Auf ein Grenzspektakel nach Nicholas De Genova verzichtete ich. Meinem Vorgehen bedarf es einem Paradigmenwechsel; ich heftete mich mit einer diffusionistischen Neugierde an die Fersen von nomadischen Pilger:innen und versuchte mein Glück im Club der „roten Sonne“. (Der Eintrittsstempel verblieb noch weitere 7 Nächte an meinem Handgelenk.) Kurze Zeit später und einem Eintrittspreis von 15 Euronen ärmer, stieg ich in einen feuchten Keller hinab, hinein in einen epileptisch-zuckenden Pulk tanzender Menschen. Die Atmosphäre erinnerte mich an das fiktive Konzept einer unterirdischen Hölle; der Bass primitiver Technomusik massierte mein Zwerchfell und dichte Wolken einer Nebelmaschine absorbierten das rot-blaue Licht der Tanzfläche. Das Paideuma des Clubs schien mich zum Tanzen animieren zu wollen, eventuell auch meine Hemmungen aufzuheben und mir eine Spritze mit diabolischen Flüssigkeiten in die Adern zu jagen. Ich beobachtete das Tanzritual zunächst aus etischer Perspektive. 70% der Anwesenden waren männlichen Geschlechts. Verschiedene Gruppenkonstellationen bewegten sich in unterschiedlichen Formationen langsam durch den Raum und wurden von einem DJ magisch angezogen. Trotz chaotischen Verhältnissen vermischten sich die einzelnen Gruppen niemals mit anderen.

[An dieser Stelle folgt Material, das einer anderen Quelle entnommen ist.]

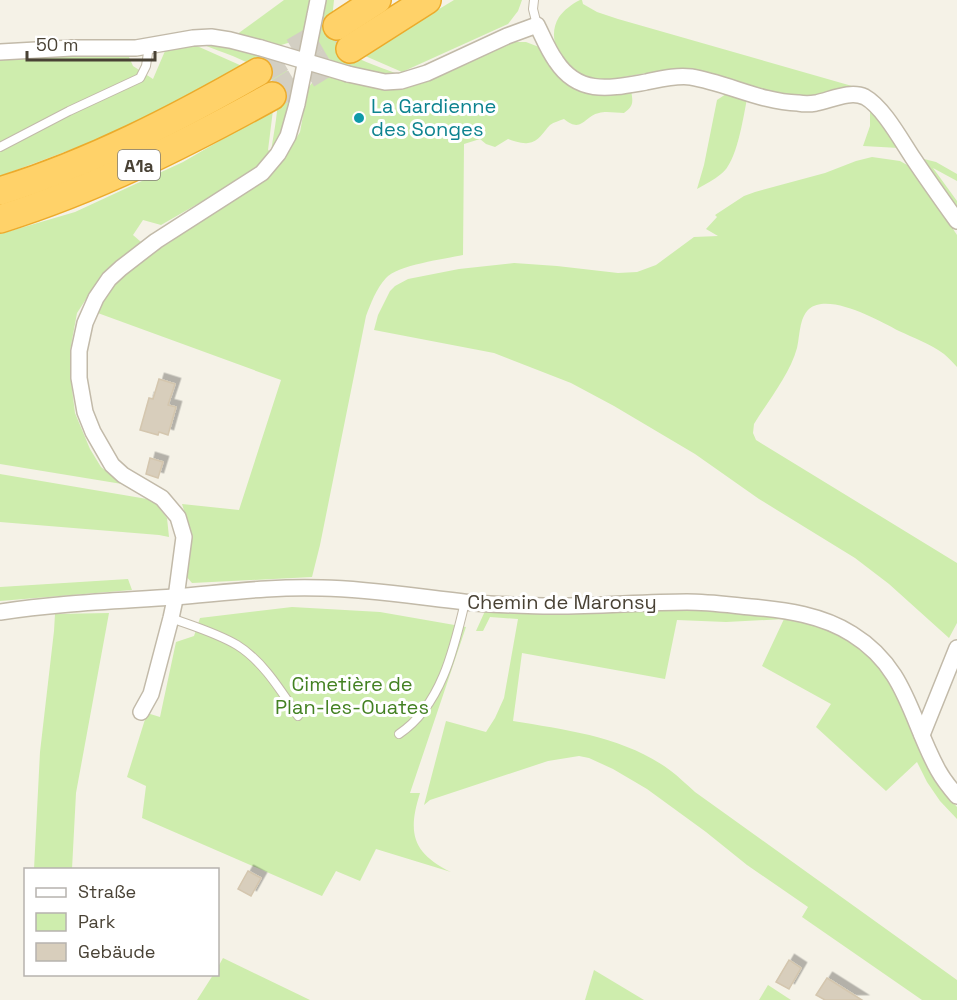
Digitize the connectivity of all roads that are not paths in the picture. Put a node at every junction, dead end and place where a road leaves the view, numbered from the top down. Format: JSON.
{"nodes":[{"id":1,"x":377,"y":0,"type":"edge"},
{"id":2,"x":426,"y":0,"type":"edge"},
{"id":3,"x":534,"y":0,"type":"edge"},
{"id":4,"x":537,"y":25,"type":"junction"},
{"id":5,"x":334,"y":33,"type":"edge"},
{"id":6,"x":149,"y":46,"type":"junction"},
{"id":7,"x":0,"y":52,"type":"edge"},
{"id":8,"x":260,"y":60,"type":"junction"},
{"id":9,"x":305,"y":60,"type":"junction"},
{"id":10,"x":284,"y":100,"type":"junction"},
{"id":11,"x":0,"y":147,"type":"edge"},
{"id":12,"x":0,"y":191,"type":"edge"},
{"id":13,"x":0,"y":219,"type":"edge"},
{"id":14,"x":957,"y":221,"type":"edge"},
{"id":15,"x":176,"y":597,"type":"junction"},
{"id":16,"x":465,"y":602,"type":"junction"},
{"id":17,"x":0,"y":612,"type":"edge"},
{"id":18,"x":171,"y":618,"type":"junction"},
{"id":19,"x":957,"y":648,"type":"edge"},
{"id":20,"x":141,"y":712,"type":"dead end"},
{"id":21,"x":298,"y":716,"type":"dead end"},
{"id":22,"x":399,"y":734,"type":"dead end"},
{"id":23,"x":922,"y":735,"type":"junction"},
{"id":24,"x":957,"y":796,"type":"edge"}],
"edges":[{"from":1,"to":5,"type":"highway"},
{"from":2,"to":5,"type":"highway"},
{"from":3,"to":4,"type":"lane"},
{"from":4,"to":5,"type":"street"},
{"from":4,"to":14,"type":"street"},
{"from":5,"to":9,"type":"street","bridge":true},
{"from":5,"to":9,"type":"street","bridge":true},
{"from":6,"to":7,"type":"street"},
{"from":6,"to":8,"type":"street"},
{"from":6,"to":11,"type":"lane"},
{"from":8,"to":9,"type":"street","bridge":true},
{"from":8,"to":12,"type":"highway","number":"A1a"},
{"from":9,"to":10,"type":"street","bridge":true},
{"from":10,"to":13,"type":"highway","number":"A1a"},
{"from":10,"to":15,"type":"street"},
{"from":15,"to":16,"type":"street","name":"Chemin de Maronsy"},
{"from":15,"to":17,"type":"street","name":"Chemin de Maronsy"},
{"from":15,"to":18,"type":"street"},
{"from":16,"to":22,"type":"lane"},
{"from":16,"to":23,"type":"street","name":"Chemin de Maronsy"},
{"from":18,"to":20,"type":"street"},
{"from":18,"to":21,"type":"lane"},
{"from":19,"to":23,"type":"street"},
{"from":23,"to":24,"type":"street","name":"Chemin de Maronsy"}]}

Als Amateur-Ethnologe kritzelte ich mir Feldforschungsnotizen auf einen Block, um meine Wirkung als nüchterner Student auf andere Anwesende zu beobachten. Ich fing mir ein paar skeptische und verblüffte Augenbrauen ein, doch zu meinem Erstaunen schien meine Anwesenheit keine weiteren Auswirkungen auf Menschen zu haben.

Ich beschränkte mich im Verlauf der Feldforschung auf die Untersuchung der Dynamik im Club. Die zweibeinige Mobilität der wie in Trance tanzenden Menschen folgte einer ganz bestimmten Strömung: Gruppen und Individuen rotierten um ein imaginäres Zentrum und trudelten in Richtung DJ-Pult. Ich verstand meine Nüchternheit im Vergleich zum durchschnittlichen Pegel als Kommunikationsbarriere. Deshalb kippte ich mir ‘ne Buddel voll Rum hinter die Binde, um nach den Lévi-Strausschen Universalien des menschlichen Geistes die gleiche kulturelle Brille aufzusetzen. Das kulinarische Dreieck aus Gin, Bier und Rum stimulierte meine Wahrnehmung. Ich stürzte mich als beobachtender Teilnehmer ins wilde Getümmel.

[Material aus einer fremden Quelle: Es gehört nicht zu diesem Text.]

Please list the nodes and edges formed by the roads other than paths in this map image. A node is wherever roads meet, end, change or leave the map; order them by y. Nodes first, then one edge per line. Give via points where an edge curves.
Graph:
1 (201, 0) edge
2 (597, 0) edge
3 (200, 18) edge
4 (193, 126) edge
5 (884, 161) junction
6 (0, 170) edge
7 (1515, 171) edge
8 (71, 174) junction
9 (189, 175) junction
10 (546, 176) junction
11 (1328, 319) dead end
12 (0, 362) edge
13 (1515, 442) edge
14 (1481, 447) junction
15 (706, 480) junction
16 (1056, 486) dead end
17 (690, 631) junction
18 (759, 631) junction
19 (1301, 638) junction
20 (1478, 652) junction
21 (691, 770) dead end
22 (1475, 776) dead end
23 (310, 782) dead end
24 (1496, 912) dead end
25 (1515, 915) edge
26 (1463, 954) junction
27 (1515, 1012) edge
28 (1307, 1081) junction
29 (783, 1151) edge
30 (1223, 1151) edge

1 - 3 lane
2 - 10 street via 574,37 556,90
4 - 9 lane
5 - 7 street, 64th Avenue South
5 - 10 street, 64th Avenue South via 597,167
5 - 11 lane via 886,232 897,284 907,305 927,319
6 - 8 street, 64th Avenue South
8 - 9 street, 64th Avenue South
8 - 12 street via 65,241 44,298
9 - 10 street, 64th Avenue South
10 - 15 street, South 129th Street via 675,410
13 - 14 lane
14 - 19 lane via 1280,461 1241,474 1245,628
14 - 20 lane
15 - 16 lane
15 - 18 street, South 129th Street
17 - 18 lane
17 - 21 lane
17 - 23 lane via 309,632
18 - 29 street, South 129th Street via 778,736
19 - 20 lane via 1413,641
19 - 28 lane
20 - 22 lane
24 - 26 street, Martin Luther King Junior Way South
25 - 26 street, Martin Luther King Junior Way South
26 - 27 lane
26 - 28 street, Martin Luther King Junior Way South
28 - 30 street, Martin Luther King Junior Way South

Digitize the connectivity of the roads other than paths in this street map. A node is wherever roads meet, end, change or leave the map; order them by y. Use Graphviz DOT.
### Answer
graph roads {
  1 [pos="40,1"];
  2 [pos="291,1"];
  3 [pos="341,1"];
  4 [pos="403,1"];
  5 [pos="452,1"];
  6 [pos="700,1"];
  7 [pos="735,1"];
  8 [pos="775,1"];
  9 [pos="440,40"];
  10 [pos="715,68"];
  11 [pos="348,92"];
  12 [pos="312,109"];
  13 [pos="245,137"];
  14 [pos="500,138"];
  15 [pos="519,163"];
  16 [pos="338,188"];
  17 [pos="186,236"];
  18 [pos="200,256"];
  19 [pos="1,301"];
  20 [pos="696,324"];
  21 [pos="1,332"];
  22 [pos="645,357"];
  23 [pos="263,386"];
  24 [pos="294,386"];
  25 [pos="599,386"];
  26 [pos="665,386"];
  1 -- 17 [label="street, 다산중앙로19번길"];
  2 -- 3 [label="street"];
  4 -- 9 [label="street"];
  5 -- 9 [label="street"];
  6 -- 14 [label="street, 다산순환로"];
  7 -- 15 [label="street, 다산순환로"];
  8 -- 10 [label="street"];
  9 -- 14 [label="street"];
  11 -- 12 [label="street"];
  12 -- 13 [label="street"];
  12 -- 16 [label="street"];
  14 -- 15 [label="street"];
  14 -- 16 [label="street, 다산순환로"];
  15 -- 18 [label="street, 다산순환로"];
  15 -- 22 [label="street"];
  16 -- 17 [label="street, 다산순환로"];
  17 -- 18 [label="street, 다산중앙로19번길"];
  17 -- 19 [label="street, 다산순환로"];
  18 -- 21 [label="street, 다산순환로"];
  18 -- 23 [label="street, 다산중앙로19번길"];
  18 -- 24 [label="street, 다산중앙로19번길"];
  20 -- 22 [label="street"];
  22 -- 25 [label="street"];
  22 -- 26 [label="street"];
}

Meine Hypothese bestätigte sich. Es gab eine generelle Strömung im Gefecht! Als ich tanzte, ließ ich mich wie ein schwimmendes Brett durch den Mainstream der Gruppen treiben und mäanderte nach einiger Zeit an den Rand des Raumes. Zu meinem Unglück stieß ich auf nicht kontaktfreudige Gruppen, deren abgeschlossenen Migrationszellen keine fremde Person zu inkludieren suchten. Auch meinte ich zu beobachten, dass die Omnipräsenz und Dominanz der Männer nach dem Prinzip der Gynäkostatik ihr weibliches Gegenstück zu verteidigen versuchten. Eine strukturelle Polyandrie herrschte vor. Ganz im Gegenteil zum Fission & Fusion Prinzip der Nuer im Südsudan, bildeten die segmentären Gruppen im Club verschlossene, stabile Einheiten. Die Methode des Interviews ließ sich, nicht zuletzt aufgrund des Krachs, leider nicht mit dem Gegenstand meiner Forschung vereinen.

Vielleicht ist der Neubeginn der Partykultur noch Neuland für uns. Zwar ließe sich die Öffnung der Bars und Kneipen als Neuanfang sozialer Begegnungen interpretieren, doch leider scheint das Trauma der Covid-Pandemie noch nicht verarbeitet. Trotz der Lockerungen der Einschränkungen, fühlen wir uns noch eingesperrt in unseren Gehirn-Zellen. Bevor ich in eine ethnologische Krise verfiel und meinen relativ unerfolgreichen Abend mit einer Erinnerungslücke vervollständigte, beschloss ich eine Fliege zu machen.